Colorado has enacted Senate Bill 26‑189, significantly revising and replacing key provisions of its 2024 artificial intelligence law (SB 24‑205) to establish a more detailed regulatory framework governing the use of automated decision‑making technology (ADMT) in high‑impact decisions. The new law, which takes effect January 1, 2027, imposes expanded compliance obligations on both developers and deployers of AI systems used in “consequential decisions” and introduces new transparency, documentation, and consumer‑rights requirements.
Colorado’s earlier 2024 AI statute was due to become operative in June, and was recently delayed after a federal court paused its enforcement. Notably, SB 26-189 replaces the earlier 2024 AI statute, establishing a new and updated compliance framework effective January 1, 2027.
Scope: Covered AI Systems and Consequential Decisions
SB 26‑189 defines automated decision‑making technology broadly to include systems that use personal data to generate outputs such as predictions, rankings, classifications, or recommendations that inform or influence decisions. The law applies where such tools are used to materially influence “consequential decisions,” including decisions affecting an individual’s access to or terms of:
- Employment and compensation,
- Education,
- Housing,
- Financial or lending services,
- Insurance,
- Health care, and
- Essential government services.
This scope places many HR, recruiting, performance management, lending, and underwriting systems squarely within the law’s reach.
New Obligations for AI Developers
The law imposes significant new requirements on developers of covered ADMT systems. Beginning January 1, 2027, developers must provide deployers with detailed technical documentation, including:
- The system’s intended uses;
- The categories of training data used;
- Known limitations and risks; and
- Instructions for appropriate use and human oversight.

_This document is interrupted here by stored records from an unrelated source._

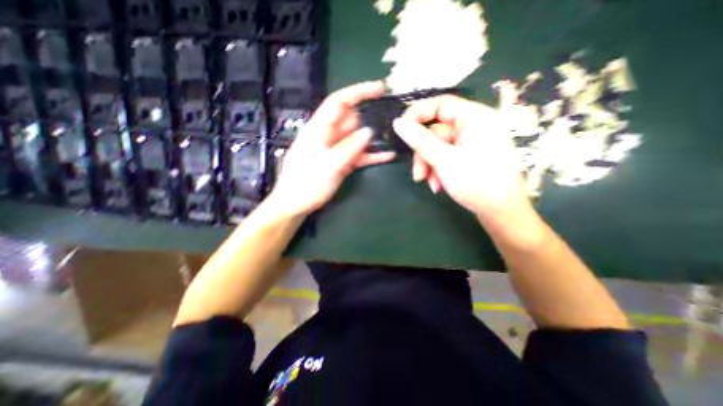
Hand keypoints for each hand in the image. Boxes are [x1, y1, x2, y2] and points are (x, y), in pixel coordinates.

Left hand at [269, 80, 397, 216]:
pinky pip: (360, 154)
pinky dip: (372, 155)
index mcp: (318, 130)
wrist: (296, 205)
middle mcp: (329, 136)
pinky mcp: (342, 162)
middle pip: (352, 119)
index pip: (339, 103)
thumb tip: (369, 132)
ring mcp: (337, 149)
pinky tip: (389, 156)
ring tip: (395, 137)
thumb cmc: (304, 186)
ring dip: (375, 137)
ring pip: (359, 137)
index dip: (358, 92)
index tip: (381, 88)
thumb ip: (347, 149)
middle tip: (393, 122)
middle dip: (372, 117)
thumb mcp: (326, 167)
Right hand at [395, 94, 529, 220]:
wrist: (501, 212)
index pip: (440, 104)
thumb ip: (419, 140)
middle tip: (418, 175)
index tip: (400, 130)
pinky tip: (438, 185)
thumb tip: (397, 123)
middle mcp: (474, 125)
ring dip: (430, 165)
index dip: (417, 114)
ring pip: (438, 147)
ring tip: (430, 183)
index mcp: (475, 117)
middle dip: (424, 154)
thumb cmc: (476, 182)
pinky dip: (438, 170)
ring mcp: (472, 142)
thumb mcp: (443, 160)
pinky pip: (446, 156)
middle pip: (436, 131)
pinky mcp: (470, 156)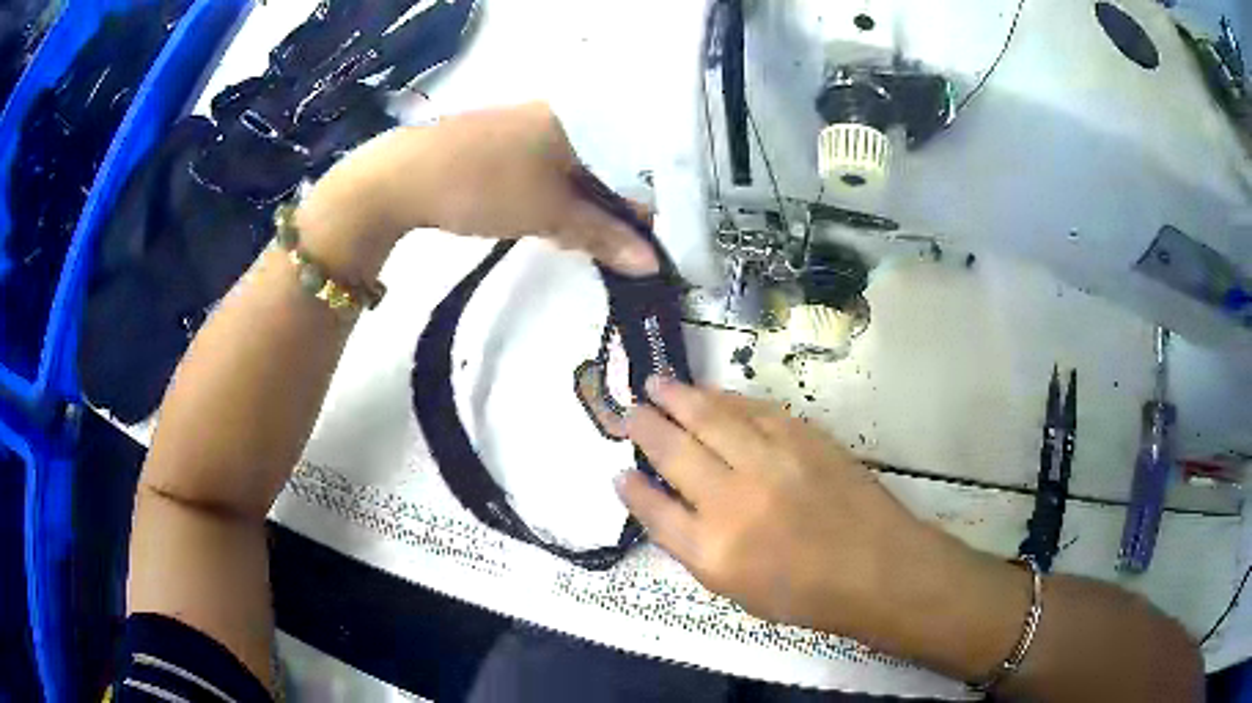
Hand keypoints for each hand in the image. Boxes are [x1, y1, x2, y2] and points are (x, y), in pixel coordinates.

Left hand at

Developers are also required to notify deployers of material updates or changes to the system and must maintain records demonstrating compliance for at least three years. These provisions are designed to improve transparency and allow deployers to better assess downstream compliance risks.
New Compliance Responsibilities for Deployers
Entities that use AI systems to make or assist consequential decisions (defined as “deployers”) must meet new transparency and accountability requirements. Deployers must provide clear and conspicuous notice to individuals at the point where they interact with a covered ADMT system.
In addition, where a covered ADMT contributes to an adverse decision, deployers must provide the affected individual, within 30 days, a plain‑language explanation of how the AI system influenced the outcome. The Colorado Attorney General is tasked with issuing rules clarifying these disclosure requirements by January 1, 2027.
New Consumer Rights and Protections
SB 26‑189 grants individuals several important rights related to automated decision‑making:
- The right to access personal data used by the AI system;
- The right to correct inaccurate personal data; and
- The right to request meaningful human review and reconsideration of adverse decisions.
These rights align Colorado’s AI framework with broader trends emphasizing explainability and human oversight in high‑stakes automated systems.
Enforcement and Liability Framework
The law will be enforced under the Colorado Consumer Protection Act, meaning violations may be treated as deceptive trade practices. Before initiating enforcement actions, the Attorney General must provide a 60‑day notice and opportunity to cure, where a cure is possible.
Notably, the law does not create a standalone private right of action, but it does clarify how liability may be allocated between developers and deployers in existing discrimination claims. This allocation framework is likely to influence litigation strategies and contractual risk allocation between vendors and users of AI systems.
Exemptions and Interaction with Other Laws
Certain entities may be exempt from some requirements to the extent they are already subject to comparable regulatory obligations under other laws. Employers and organizations should carefully assess whether existing compliance regimes (such as those governing financial services or health care) may partially overlap with or satisfy the statute’s requirements.
Employer and Business Takeaway
SB 26‑189 is likely to have a direct and operational impact on employers, particularly those using AI‑driven tools in hiring, promotion, compensation, performance evaluation, or workforce analytics. Many common HR technologies (such as resume‑screening tools, algorithmic candidate scoring systems, employee monitoring platforms, and performance‑ranking software) may qualify as ADMT if they meaningfully influence employment decisions.